__REQUIRED WORK__
Throughout the material, some lines may have the word "عقبة". Count them and give the number only.

*** Opening of PROVIDED DATA ***

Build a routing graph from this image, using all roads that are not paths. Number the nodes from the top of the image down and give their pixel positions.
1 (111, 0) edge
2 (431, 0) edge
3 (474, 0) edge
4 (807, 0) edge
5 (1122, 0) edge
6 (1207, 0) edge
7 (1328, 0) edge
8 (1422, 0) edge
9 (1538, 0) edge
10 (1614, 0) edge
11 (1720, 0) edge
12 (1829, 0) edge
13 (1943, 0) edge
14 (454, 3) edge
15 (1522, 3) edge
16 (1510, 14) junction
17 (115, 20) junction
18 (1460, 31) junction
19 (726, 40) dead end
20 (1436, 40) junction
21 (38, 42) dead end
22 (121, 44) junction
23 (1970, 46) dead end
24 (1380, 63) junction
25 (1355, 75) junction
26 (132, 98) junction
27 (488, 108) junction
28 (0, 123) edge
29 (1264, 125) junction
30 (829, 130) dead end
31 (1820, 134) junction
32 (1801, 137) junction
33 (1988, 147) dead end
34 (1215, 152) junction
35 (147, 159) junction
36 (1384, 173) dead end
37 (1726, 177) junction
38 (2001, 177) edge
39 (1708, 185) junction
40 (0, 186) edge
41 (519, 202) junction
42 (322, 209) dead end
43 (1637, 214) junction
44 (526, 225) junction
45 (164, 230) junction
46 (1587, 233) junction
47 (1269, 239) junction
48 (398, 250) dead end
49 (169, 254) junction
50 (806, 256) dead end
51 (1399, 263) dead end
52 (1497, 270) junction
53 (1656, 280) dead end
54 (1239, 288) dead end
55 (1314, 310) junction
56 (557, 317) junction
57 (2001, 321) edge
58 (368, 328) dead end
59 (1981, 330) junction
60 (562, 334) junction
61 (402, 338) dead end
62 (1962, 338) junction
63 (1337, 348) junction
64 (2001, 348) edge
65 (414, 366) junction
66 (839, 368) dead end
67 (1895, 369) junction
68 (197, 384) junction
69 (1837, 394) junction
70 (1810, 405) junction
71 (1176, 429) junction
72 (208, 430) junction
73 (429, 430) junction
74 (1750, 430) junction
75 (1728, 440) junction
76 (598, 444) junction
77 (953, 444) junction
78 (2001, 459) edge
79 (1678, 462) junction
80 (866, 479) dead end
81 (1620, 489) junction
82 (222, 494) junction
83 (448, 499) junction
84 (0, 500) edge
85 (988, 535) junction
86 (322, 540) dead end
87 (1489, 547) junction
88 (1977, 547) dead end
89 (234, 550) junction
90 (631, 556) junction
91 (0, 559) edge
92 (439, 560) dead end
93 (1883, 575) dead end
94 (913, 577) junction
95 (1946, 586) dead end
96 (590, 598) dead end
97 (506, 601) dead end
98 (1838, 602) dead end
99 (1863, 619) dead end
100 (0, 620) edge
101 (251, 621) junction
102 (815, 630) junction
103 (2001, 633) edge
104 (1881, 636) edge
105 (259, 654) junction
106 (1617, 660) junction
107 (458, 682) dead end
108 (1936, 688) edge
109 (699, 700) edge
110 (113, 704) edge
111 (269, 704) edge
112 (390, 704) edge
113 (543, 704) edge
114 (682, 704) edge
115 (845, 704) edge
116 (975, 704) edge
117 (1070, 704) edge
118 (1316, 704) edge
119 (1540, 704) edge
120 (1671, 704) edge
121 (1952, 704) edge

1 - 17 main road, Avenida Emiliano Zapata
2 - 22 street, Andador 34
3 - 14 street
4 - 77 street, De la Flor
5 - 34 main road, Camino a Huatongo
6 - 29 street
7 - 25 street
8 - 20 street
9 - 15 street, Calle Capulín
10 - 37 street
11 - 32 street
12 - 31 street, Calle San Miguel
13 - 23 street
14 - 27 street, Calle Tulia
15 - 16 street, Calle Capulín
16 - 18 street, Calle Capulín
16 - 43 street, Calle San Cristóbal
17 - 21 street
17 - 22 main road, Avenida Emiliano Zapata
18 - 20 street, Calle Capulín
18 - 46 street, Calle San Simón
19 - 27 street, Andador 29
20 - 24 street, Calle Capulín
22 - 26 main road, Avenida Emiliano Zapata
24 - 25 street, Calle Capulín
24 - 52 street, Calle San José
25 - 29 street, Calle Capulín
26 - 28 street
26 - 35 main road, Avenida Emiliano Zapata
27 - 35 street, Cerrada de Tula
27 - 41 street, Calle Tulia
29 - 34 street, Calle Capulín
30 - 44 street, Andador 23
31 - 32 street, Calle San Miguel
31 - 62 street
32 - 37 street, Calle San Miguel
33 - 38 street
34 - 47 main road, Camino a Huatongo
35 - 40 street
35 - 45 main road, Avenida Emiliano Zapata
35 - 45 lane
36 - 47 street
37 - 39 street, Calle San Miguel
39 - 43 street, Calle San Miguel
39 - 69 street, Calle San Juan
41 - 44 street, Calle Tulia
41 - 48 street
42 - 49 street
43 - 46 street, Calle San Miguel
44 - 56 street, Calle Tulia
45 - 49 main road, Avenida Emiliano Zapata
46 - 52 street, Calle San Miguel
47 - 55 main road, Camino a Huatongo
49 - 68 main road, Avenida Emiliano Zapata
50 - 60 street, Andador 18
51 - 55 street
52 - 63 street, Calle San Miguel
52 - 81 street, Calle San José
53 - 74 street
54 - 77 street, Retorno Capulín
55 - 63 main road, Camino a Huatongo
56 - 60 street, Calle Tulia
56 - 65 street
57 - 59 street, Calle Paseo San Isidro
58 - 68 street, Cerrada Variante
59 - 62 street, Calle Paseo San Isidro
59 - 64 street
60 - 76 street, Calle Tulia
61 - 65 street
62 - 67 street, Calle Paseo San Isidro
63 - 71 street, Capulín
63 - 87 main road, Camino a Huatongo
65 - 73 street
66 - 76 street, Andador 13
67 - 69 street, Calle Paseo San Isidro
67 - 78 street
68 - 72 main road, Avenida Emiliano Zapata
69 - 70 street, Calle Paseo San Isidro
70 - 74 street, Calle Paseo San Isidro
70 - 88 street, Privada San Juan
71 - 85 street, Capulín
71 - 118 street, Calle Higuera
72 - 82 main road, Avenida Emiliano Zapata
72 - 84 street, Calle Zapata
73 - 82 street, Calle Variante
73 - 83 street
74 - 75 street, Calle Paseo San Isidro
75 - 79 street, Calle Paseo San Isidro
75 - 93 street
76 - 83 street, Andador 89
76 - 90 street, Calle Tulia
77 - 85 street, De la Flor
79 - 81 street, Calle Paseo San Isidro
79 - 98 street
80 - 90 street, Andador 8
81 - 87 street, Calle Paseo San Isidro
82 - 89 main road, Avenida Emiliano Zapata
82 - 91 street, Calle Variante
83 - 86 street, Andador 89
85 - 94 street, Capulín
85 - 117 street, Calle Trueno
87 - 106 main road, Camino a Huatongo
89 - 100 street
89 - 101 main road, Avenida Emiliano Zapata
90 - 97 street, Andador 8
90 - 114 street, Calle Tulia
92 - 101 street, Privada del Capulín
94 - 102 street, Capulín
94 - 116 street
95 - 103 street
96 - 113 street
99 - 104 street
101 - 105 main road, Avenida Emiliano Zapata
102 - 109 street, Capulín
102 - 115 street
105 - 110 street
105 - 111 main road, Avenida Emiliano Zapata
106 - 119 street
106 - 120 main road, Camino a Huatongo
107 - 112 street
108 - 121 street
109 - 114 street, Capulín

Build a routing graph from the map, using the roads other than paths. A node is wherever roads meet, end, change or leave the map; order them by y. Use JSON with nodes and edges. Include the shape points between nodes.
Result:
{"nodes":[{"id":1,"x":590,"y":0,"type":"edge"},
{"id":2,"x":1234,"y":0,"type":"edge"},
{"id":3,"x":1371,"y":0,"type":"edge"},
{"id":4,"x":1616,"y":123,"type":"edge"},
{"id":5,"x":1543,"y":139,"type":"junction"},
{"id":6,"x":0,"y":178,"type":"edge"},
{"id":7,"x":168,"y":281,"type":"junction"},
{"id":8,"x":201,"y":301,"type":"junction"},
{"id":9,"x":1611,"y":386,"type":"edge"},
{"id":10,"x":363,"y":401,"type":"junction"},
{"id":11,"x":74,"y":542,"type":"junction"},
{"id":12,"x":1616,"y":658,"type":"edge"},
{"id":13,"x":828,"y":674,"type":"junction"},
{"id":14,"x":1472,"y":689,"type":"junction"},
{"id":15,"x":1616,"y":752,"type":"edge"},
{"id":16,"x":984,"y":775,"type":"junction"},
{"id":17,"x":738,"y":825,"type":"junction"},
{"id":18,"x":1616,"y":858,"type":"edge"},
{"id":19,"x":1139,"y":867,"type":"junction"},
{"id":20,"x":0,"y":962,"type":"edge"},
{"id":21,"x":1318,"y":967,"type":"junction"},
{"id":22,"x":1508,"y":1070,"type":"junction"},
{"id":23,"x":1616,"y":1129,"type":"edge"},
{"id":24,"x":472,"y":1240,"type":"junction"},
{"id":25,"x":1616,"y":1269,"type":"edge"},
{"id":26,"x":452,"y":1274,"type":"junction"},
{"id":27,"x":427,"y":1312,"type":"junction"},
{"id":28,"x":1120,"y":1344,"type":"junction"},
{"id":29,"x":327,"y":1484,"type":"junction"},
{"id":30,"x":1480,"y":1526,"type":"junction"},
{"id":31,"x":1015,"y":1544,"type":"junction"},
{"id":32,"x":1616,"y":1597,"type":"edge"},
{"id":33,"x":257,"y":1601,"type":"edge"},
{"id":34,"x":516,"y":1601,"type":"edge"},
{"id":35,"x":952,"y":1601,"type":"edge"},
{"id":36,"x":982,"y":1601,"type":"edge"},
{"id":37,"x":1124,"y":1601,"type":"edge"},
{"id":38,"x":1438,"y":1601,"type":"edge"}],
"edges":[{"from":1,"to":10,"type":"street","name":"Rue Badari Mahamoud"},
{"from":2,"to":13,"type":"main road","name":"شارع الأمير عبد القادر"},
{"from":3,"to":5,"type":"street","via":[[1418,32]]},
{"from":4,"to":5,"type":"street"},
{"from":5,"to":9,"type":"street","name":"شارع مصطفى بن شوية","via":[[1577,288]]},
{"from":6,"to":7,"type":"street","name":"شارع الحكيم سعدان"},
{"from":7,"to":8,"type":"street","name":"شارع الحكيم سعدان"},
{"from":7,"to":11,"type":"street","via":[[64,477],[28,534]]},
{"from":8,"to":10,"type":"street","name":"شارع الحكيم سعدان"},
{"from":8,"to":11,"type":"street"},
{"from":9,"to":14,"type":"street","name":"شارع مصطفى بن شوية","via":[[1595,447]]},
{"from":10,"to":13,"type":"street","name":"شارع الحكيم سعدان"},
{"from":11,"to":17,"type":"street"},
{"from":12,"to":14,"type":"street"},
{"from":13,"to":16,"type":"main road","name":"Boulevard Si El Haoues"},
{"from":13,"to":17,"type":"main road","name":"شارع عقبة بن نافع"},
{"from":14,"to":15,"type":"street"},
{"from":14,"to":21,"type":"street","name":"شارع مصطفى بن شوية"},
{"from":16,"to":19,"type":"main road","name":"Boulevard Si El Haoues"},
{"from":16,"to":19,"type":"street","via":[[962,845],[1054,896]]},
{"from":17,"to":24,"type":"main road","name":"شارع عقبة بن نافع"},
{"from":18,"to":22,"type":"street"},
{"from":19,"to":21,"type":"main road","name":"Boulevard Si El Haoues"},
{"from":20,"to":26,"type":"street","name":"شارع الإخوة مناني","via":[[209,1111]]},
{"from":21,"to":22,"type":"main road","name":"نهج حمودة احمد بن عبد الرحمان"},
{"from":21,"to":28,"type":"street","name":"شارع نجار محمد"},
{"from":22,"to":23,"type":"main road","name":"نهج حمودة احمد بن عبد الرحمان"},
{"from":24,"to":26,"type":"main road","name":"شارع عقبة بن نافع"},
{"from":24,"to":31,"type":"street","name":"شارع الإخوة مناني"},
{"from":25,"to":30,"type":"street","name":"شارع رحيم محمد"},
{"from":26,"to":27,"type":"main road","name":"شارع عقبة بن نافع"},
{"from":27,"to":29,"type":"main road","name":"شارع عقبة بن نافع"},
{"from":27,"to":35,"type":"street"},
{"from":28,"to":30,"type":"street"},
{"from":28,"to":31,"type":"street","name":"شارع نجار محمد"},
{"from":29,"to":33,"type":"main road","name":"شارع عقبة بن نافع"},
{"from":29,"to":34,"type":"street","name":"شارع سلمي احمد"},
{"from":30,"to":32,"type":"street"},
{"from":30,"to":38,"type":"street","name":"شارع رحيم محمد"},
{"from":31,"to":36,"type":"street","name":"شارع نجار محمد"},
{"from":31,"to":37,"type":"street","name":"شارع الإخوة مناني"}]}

*** Close of PROVIDED DATA ***

__ANSWER TO THIS TASK__
6